Dilated Fundus Examination:
OD Clear view; CDR: 0.3 with sharp disc margins; flat macula with normal red reflex; normal retina vessels and periphery.
OS Slight hazy view; CDR: 0.3; no obvious vitreal heme, retinal tear or detachment or choroidal rupture
Other:
CT orbit - round globe. No intraorbital pathology. Mild upper lid edema.
Diagnosis and Discussion

Diagnosis
Traumatic hyphema

Discussion

Differential Diagnosis: This patient’s clinical presentation and exam findings are consistent with the diagnosis of traumatic hyphema. In cases of non-traumatic hyphema diagnoses to consider include: iris neovascularization, herpes simplex/zoster iridocyclitis, hx of blood dyscrasias and intraocular tumors.

Definition:
Hyphema is defined as blood in the anterior chamber. When enough blood accumulates, the blood precipitates in the inferior angle covering anterior segment structures. Hyphemas are classified as followed: grade I hyphema- less than 1/3 of the inferior anterior chamber is covered with blood, grade II- 1/3 to 1/2 of the anterior chamber, grade III-1/2 to nearly total of the anterior chamber, grade IV- total hyphema (if black in color named 8-ball hyphema). Bleeding usually occurs from the rupture of ciliary vessels.

Examination:
Work-up for hyphema should include a detailed history on the type of injury, personal or family history of sickle cell disease, use of anticoagulants, and history of coagulopathy. On exam, FIRST RULE OUT AN OPEN GLOBE. Other important aspects of the exam include documentation of the extent and location of the hyphema, measurement of IOP, and DFE without scleral depression. CT of the orbits can be performed if indicated as in cases of facial/orbital fractures. A B-scan ultrasound can be considered if there is poor visualization of the posterior pole. African American and Mediterranean patients should be screened for sickle cell disease as they are at risk for increased IOP and vision loss due to trabecular meshwork obstruction by the sickled cells.

Treatment:
In the treatment of hyphema, it is crucial to stress the importance of complete bed rest. Additionally, patients should be instructed to elevate the head of the bed to allow the blood to settle inferiorly as not to obstruct the visual axis. A shield should be placed over the involved eye at all times to prevent further trauma. Non-NSAID analgesics should be used for pain relief. Cycloplegics (such as atropine or scopolamine) and topical steroids are recommended to treat the associated iritis and prevent synechiae. If patients have increased IOP, first line therapy is topical beta-blocker but additional medical therapy should be added to maintain normal IOP. Indications for surgical evaluation include: corneal stromal blood staining, non-clearing total hyphema and high IOP. The threshold for surgical evacuation is lower in sickle cell patients due to a higher risk of permanent vision loss.

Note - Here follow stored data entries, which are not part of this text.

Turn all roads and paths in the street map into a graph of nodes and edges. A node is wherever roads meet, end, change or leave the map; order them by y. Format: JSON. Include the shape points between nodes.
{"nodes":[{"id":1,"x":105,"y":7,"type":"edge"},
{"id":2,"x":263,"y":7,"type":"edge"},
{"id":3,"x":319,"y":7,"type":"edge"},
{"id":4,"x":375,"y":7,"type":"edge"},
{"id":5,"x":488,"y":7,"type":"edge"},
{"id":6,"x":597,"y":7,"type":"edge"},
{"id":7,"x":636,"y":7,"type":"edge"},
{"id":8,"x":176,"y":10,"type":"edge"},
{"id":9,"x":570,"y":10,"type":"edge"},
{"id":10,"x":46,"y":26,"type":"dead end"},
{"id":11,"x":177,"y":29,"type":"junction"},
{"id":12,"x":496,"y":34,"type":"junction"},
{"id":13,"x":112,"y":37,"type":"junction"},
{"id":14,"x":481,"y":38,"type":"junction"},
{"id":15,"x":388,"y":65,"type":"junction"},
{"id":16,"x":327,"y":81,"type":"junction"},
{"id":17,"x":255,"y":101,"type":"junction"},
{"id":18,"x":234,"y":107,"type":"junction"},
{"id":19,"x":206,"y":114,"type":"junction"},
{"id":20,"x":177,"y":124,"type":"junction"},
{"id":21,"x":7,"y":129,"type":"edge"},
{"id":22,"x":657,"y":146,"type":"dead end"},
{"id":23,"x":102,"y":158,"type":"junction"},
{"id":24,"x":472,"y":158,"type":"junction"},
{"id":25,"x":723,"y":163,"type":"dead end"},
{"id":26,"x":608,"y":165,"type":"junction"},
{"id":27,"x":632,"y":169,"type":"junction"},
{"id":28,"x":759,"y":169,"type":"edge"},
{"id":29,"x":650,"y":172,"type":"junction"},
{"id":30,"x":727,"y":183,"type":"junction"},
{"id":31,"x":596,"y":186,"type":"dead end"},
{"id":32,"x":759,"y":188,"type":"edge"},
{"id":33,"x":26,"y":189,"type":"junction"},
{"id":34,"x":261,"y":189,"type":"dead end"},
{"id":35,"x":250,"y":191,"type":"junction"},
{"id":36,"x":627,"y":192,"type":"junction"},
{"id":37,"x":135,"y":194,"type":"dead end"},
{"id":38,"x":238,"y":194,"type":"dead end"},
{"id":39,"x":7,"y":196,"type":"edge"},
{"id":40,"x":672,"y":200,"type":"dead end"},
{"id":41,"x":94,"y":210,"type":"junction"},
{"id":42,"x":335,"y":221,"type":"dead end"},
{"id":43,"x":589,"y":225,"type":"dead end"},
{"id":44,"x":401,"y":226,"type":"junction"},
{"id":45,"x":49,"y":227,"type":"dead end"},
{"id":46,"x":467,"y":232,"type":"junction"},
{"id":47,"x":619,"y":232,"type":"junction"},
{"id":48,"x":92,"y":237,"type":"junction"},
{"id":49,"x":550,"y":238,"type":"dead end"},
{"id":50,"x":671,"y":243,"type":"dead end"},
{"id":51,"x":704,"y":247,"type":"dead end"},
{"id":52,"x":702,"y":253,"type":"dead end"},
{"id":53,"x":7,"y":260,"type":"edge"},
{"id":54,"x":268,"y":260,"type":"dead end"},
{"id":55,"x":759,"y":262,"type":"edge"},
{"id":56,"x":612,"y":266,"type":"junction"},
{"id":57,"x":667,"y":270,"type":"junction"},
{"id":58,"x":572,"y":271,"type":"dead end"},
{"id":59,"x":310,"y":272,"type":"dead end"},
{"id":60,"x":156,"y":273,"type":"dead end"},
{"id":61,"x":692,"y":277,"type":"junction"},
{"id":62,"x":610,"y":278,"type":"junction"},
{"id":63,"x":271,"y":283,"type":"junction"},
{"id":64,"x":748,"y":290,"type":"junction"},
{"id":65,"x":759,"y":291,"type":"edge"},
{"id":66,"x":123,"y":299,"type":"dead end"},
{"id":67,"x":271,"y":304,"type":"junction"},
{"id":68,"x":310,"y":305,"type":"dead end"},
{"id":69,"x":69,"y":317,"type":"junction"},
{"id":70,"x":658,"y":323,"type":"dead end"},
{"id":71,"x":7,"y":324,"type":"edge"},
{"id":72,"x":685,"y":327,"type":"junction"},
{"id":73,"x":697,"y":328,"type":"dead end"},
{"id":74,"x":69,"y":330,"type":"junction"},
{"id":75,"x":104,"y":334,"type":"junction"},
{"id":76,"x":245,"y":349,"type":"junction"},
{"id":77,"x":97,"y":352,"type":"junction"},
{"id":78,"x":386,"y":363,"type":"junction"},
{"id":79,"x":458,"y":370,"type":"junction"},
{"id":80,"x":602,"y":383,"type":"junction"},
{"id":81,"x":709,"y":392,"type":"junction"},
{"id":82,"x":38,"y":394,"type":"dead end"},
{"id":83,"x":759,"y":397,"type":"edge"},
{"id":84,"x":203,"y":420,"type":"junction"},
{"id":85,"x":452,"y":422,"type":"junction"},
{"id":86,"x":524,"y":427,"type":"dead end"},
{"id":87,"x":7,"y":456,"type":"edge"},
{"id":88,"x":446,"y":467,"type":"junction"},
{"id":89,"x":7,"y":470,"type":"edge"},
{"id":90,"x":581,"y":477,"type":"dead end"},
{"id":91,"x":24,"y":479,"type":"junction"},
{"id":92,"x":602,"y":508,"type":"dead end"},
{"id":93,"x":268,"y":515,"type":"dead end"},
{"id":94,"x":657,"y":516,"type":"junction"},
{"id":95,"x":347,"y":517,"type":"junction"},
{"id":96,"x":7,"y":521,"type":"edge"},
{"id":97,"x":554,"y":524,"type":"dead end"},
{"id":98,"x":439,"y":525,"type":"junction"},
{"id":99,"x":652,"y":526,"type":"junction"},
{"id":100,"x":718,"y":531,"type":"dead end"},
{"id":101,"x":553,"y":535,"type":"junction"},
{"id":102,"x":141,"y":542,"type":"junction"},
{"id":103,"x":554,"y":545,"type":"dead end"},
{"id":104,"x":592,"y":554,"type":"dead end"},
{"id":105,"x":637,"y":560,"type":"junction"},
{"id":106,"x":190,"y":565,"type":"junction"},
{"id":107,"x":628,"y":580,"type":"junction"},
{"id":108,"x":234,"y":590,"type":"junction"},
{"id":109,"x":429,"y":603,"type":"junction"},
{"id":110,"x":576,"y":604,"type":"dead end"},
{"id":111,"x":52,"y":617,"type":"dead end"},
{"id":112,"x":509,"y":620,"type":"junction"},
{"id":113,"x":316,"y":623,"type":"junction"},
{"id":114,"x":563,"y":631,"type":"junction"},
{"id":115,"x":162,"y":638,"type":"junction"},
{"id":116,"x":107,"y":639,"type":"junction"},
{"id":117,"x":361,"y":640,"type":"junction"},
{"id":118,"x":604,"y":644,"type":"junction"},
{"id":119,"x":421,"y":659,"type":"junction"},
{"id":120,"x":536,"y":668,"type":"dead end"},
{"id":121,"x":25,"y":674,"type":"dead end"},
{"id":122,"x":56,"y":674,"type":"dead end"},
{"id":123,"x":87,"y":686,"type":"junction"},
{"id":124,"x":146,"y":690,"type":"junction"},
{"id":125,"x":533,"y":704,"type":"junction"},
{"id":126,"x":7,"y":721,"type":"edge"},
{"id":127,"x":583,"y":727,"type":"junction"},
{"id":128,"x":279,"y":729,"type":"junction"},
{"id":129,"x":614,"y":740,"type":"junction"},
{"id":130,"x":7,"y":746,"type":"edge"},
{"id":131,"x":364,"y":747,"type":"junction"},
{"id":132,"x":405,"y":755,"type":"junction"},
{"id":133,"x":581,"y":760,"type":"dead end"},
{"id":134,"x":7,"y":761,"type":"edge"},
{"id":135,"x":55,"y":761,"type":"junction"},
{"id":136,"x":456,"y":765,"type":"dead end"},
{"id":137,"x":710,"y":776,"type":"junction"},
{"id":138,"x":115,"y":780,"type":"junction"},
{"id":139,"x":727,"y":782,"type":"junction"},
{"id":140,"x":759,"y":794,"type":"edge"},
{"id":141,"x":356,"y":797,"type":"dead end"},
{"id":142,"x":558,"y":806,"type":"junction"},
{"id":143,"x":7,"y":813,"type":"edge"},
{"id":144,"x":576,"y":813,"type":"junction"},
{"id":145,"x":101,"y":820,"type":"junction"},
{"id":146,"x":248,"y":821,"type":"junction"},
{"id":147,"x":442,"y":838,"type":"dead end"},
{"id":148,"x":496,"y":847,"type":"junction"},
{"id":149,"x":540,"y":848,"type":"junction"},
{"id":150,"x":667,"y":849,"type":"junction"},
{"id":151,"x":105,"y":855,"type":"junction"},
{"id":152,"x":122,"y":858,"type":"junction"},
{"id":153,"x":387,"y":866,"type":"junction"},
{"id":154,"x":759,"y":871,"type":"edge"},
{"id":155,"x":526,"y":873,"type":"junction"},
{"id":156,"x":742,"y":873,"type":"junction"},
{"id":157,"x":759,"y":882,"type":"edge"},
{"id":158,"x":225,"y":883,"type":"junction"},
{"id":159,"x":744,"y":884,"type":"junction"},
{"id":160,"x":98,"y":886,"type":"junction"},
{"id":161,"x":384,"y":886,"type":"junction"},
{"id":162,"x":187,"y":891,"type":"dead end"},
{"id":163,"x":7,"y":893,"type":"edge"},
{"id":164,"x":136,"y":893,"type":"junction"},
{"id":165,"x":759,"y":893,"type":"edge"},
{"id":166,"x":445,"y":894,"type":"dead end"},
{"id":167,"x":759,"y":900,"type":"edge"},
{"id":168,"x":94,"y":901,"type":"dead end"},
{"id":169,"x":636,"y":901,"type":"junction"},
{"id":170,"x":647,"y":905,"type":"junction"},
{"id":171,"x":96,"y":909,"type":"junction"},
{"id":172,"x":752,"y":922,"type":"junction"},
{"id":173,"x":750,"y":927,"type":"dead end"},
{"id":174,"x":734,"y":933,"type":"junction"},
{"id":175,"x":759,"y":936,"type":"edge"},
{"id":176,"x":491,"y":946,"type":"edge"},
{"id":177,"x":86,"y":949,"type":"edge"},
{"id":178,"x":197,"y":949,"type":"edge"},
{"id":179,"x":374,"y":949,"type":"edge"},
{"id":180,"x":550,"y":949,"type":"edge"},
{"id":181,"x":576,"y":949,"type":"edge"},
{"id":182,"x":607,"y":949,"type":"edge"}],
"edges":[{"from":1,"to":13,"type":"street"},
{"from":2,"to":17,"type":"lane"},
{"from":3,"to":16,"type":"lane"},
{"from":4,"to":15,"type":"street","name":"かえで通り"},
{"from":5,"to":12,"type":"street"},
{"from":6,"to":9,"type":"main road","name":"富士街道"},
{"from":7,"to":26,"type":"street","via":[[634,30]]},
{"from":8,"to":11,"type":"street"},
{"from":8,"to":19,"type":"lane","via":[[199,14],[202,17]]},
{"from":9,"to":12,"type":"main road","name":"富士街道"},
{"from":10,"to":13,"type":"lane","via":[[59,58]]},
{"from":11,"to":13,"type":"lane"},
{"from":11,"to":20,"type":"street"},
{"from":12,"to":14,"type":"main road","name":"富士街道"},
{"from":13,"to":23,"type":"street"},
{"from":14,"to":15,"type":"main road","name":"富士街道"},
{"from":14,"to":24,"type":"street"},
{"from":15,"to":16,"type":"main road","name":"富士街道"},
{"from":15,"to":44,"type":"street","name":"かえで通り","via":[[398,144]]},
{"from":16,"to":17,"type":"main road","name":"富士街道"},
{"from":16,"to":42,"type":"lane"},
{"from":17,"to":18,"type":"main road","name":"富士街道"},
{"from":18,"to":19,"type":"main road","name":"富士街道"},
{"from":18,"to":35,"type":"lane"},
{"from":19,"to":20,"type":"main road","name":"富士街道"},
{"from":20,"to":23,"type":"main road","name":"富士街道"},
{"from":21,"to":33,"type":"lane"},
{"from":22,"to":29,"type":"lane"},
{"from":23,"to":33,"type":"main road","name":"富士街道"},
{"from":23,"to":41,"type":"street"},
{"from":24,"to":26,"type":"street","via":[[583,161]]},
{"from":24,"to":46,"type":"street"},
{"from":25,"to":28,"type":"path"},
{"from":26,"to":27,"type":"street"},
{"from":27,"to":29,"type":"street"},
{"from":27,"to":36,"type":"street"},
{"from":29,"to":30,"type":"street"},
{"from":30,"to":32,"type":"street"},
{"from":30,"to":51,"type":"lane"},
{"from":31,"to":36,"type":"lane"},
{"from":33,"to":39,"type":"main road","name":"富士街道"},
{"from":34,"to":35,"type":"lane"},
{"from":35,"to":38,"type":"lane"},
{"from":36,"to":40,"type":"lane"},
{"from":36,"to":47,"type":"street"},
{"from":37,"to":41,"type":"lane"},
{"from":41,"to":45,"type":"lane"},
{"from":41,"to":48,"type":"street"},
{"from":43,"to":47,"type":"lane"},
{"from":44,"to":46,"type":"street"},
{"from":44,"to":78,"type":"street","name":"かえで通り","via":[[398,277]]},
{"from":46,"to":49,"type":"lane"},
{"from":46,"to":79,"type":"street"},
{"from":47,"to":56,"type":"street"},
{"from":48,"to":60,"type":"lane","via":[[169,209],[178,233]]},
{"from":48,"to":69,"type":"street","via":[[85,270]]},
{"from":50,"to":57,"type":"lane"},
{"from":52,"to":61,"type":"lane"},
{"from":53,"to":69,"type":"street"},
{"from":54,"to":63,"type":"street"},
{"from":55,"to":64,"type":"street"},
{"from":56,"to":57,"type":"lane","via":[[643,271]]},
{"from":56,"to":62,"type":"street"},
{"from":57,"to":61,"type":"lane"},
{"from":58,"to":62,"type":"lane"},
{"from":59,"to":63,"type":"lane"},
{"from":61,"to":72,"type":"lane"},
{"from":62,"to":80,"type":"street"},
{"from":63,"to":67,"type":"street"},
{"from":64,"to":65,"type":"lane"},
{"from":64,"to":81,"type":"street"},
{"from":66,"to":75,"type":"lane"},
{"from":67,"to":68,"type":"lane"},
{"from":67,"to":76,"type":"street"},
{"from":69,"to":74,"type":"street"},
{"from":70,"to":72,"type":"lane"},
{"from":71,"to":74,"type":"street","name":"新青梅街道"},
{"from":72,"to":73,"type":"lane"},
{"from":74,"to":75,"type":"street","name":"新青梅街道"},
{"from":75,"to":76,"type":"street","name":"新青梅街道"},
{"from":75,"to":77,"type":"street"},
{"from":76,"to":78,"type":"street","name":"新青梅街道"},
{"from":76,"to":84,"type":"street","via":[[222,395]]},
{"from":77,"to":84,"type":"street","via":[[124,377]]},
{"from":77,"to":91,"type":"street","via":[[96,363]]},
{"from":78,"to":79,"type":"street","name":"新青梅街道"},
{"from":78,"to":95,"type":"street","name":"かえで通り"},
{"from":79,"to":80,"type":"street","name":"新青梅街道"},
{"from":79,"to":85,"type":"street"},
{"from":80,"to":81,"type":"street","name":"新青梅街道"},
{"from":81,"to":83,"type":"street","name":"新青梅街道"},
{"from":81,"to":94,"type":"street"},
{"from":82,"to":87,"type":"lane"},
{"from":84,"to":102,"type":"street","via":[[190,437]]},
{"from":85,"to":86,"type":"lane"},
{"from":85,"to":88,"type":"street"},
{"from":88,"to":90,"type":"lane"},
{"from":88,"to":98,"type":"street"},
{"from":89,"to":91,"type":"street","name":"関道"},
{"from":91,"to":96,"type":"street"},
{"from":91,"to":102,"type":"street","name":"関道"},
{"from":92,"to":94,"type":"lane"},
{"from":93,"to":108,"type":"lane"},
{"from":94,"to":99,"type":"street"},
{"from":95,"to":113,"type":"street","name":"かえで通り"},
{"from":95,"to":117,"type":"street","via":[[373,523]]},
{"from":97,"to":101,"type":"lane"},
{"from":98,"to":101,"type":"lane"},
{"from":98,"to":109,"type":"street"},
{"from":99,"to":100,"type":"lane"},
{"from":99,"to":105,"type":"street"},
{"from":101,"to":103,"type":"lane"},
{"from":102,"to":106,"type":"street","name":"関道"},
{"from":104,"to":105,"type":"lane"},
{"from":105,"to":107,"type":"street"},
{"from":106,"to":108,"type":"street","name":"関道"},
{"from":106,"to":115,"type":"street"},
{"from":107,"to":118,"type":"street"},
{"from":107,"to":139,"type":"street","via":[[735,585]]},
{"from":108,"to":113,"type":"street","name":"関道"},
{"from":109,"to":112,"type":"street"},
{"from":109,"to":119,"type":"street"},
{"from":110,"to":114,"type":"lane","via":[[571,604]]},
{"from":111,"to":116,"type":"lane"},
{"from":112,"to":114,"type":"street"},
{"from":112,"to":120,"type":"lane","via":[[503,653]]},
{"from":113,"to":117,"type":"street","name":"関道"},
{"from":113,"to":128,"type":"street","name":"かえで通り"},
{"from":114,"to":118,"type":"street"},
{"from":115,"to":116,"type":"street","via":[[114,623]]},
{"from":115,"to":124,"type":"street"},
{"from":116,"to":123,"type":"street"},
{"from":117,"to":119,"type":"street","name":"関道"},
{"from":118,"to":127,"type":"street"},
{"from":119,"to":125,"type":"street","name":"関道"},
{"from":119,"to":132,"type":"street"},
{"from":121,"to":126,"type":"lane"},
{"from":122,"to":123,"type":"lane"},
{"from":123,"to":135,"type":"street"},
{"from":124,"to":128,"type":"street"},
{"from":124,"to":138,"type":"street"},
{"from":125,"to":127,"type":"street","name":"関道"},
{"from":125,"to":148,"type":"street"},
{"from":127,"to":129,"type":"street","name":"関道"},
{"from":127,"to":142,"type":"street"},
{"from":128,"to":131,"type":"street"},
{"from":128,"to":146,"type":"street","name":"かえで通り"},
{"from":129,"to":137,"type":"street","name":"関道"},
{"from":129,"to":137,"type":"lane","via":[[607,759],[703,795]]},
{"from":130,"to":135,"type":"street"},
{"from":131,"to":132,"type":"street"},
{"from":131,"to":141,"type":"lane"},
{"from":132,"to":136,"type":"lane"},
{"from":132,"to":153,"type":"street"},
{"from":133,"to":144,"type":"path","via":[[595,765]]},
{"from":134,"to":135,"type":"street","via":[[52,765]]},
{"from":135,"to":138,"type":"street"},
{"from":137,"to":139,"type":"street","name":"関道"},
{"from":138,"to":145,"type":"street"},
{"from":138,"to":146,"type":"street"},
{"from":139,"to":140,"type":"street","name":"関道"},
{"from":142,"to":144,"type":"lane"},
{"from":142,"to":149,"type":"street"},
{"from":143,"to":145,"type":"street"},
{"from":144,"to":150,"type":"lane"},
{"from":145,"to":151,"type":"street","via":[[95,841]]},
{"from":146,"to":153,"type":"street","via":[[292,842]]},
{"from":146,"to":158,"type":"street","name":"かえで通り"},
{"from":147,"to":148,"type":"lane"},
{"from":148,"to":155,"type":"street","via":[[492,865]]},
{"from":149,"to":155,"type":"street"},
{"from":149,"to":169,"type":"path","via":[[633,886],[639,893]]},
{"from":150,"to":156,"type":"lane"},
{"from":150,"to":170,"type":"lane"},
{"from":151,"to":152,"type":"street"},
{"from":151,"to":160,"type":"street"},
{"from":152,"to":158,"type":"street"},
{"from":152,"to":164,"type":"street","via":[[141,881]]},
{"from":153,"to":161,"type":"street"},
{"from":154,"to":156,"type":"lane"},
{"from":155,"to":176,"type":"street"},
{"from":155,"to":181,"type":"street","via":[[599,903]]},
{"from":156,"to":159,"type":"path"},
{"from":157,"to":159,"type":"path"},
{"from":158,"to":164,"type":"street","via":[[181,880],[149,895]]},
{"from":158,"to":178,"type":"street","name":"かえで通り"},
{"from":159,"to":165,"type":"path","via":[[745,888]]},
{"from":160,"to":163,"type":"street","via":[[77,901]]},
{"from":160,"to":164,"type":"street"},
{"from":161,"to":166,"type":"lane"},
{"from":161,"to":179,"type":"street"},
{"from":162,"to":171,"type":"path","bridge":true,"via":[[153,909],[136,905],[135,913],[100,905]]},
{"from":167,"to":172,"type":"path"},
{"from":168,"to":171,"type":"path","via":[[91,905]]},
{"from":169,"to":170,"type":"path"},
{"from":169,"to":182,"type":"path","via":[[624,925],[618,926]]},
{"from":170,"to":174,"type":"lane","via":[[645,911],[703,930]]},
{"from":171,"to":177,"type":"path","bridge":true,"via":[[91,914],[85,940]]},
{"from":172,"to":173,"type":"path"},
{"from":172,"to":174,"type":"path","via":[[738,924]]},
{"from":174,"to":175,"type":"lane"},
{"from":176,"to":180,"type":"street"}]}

Patients should be followed frequently in the first 2 weeks to monitor IOP and treat any other pathology. The risk of rebleeding is highest in the 3 – 7 day period post injury and is associated with worse prognosis. Complications of hyphema include posterior synechiae, peripheral anterior synechiae, corneal blood staining, glaucoma and optic atrophy due to high IOP. Prognosis can be poor to excellent depending on the severity of initial injury. Patients should be followed annually to monitor for development of glaucoma and other pathology.

Self-Assessment Questions
  1. In patients with a history of trauma and blood in the anterior chamber what needs to be ruled out?
  2. What laboratory test would you order in a patient with a hyphema and African American or Mediterranean heritage?

References/Resources

Self-Assessment Answers

In patients with a history of trauma and blood in the anterior chamber what needs to be ruled out?

d. evidence of a ruptured globe

A comprehensive exam should be performed to ensure no globe rupture.

What laboratory test would you order in a patient with a hyphema and African American or Mediterranean heritage?

a. Sickle cell test

Patients with sickle cell trait or sickle cell anemia might develop high intraocular pressure due to blood in the anterior chamber and are at increased risk of optic nerve head damage and vision loss.